GOAL OF THE EXERCISE:
Copy out, from the data, each line containing the string "Zoltán".

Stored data
··········
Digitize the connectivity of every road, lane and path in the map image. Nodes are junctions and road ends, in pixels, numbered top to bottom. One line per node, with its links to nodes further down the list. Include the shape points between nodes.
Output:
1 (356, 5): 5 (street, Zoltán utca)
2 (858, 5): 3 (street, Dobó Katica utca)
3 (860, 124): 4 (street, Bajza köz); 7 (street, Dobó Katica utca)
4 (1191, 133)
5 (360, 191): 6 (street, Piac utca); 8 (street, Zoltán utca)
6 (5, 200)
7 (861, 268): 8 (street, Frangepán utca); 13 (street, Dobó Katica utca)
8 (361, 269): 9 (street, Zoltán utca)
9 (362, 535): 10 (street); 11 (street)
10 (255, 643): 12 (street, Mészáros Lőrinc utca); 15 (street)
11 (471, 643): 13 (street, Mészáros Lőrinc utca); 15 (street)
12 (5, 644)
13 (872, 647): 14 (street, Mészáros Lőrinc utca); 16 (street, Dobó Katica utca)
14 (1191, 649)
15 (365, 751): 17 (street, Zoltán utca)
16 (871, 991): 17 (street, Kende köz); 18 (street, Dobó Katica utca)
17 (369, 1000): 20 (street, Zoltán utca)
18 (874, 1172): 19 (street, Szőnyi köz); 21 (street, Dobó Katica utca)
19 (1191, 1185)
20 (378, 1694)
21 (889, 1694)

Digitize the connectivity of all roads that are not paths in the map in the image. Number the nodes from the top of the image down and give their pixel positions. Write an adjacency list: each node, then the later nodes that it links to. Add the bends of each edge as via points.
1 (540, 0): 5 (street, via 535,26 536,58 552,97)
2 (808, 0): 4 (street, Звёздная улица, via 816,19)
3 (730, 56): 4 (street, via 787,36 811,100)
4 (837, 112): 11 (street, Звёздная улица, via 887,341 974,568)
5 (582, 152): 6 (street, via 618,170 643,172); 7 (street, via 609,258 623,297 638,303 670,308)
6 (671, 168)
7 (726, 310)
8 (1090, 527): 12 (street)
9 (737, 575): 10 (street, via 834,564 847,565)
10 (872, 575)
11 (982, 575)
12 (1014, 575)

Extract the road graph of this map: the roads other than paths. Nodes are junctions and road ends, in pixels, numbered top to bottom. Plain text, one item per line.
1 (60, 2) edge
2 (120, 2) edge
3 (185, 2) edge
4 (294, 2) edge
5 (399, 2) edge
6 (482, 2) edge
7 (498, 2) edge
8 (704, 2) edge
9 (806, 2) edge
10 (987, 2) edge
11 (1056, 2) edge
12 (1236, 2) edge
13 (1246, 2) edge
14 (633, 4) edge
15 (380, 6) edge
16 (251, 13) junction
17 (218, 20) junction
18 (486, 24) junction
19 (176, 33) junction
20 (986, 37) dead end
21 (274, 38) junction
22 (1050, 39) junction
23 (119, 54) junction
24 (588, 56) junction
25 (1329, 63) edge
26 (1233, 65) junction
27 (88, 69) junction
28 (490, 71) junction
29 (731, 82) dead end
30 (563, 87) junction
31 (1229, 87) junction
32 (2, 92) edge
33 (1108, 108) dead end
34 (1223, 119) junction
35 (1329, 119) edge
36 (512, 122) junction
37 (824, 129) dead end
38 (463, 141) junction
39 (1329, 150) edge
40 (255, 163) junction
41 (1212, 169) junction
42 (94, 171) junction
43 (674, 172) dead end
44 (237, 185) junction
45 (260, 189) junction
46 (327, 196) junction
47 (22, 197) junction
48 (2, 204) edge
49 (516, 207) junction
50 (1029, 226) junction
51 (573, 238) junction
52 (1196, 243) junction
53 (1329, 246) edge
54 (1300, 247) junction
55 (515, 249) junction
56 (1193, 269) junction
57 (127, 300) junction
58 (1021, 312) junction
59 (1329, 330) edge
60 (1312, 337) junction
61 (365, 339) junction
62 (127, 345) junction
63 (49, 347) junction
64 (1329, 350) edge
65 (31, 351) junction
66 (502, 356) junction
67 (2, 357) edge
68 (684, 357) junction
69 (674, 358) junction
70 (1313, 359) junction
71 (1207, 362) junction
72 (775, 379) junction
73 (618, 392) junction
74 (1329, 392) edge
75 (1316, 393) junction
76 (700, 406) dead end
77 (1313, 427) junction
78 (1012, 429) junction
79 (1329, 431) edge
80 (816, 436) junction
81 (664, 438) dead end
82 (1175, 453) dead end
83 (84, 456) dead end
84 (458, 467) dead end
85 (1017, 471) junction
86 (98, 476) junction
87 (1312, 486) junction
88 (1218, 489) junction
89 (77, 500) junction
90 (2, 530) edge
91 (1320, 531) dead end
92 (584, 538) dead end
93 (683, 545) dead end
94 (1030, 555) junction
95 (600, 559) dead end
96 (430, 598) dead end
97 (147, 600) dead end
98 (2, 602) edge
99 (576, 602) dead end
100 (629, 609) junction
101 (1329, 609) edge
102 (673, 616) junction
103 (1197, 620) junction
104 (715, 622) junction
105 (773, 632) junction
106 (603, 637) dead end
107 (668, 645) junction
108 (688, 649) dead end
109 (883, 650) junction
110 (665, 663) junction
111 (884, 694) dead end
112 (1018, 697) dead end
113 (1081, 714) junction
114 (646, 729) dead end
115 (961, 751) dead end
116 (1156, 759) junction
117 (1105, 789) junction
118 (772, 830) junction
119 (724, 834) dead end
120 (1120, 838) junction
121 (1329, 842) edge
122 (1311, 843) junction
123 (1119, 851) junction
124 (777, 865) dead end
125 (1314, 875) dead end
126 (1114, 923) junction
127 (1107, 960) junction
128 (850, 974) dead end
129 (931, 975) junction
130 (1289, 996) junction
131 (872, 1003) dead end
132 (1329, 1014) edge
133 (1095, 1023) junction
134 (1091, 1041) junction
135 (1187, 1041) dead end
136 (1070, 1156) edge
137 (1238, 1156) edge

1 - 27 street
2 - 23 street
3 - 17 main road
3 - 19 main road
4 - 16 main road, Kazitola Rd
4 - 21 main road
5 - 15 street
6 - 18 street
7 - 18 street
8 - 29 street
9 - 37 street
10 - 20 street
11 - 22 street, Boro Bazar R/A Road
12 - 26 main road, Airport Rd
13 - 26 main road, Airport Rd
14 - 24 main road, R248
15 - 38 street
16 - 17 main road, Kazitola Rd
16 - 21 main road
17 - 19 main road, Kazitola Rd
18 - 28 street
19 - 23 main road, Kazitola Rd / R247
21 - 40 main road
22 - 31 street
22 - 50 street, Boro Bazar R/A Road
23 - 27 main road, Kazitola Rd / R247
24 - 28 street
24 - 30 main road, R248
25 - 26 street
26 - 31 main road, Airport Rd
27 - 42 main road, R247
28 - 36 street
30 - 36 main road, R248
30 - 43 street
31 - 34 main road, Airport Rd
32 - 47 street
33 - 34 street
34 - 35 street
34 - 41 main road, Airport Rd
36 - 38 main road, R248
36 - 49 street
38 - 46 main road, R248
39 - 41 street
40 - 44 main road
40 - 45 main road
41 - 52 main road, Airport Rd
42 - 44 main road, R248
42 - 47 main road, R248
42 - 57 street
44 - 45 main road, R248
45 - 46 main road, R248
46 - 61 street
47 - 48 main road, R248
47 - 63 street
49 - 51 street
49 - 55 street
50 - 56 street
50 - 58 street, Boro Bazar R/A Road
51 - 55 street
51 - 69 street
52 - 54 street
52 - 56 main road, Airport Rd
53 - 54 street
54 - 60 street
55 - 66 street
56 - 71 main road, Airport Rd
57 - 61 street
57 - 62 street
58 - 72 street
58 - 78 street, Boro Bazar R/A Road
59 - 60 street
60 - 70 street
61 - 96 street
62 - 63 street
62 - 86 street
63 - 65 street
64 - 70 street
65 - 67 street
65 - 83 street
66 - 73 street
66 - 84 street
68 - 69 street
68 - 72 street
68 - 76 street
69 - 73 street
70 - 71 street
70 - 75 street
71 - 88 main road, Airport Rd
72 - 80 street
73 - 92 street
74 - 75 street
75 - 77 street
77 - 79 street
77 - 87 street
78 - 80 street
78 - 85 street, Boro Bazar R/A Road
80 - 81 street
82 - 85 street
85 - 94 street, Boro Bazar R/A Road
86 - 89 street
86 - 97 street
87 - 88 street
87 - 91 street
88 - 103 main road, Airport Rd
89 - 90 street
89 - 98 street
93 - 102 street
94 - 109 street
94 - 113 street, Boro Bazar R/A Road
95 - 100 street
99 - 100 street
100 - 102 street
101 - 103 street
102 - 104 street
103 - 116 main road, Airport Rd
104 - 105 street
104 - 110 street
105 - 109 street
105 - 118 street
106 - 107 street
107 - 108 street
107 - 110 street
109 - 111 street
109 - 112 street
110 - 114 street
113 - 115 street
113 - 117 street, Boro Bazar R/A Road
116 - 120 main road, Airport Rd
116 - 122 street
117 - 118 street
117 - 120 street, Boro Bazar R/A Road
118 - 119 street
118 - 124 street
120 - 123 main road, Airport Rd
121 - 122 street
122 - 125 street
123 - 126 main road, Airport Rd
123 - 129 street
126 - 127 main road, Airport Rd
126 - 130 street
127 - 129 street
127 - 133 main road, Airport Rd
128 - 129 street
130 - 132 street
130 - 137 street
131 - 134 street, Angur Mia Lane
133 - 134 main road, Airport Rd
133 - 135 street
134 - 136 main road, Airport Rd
··········
TASK OUTPUT:
1 (356, 5): 5 (street, Zoltán utca)
5 (360, 191): 6 (street, Piac utca); 8 (street, Zoltán utca)
8 (361, 269): 9 (street, Zoltán utca)
15 (365, 751): 17 (street, Zoltán utca)
17 (369, 1000): 20 (street, Zoltán utca)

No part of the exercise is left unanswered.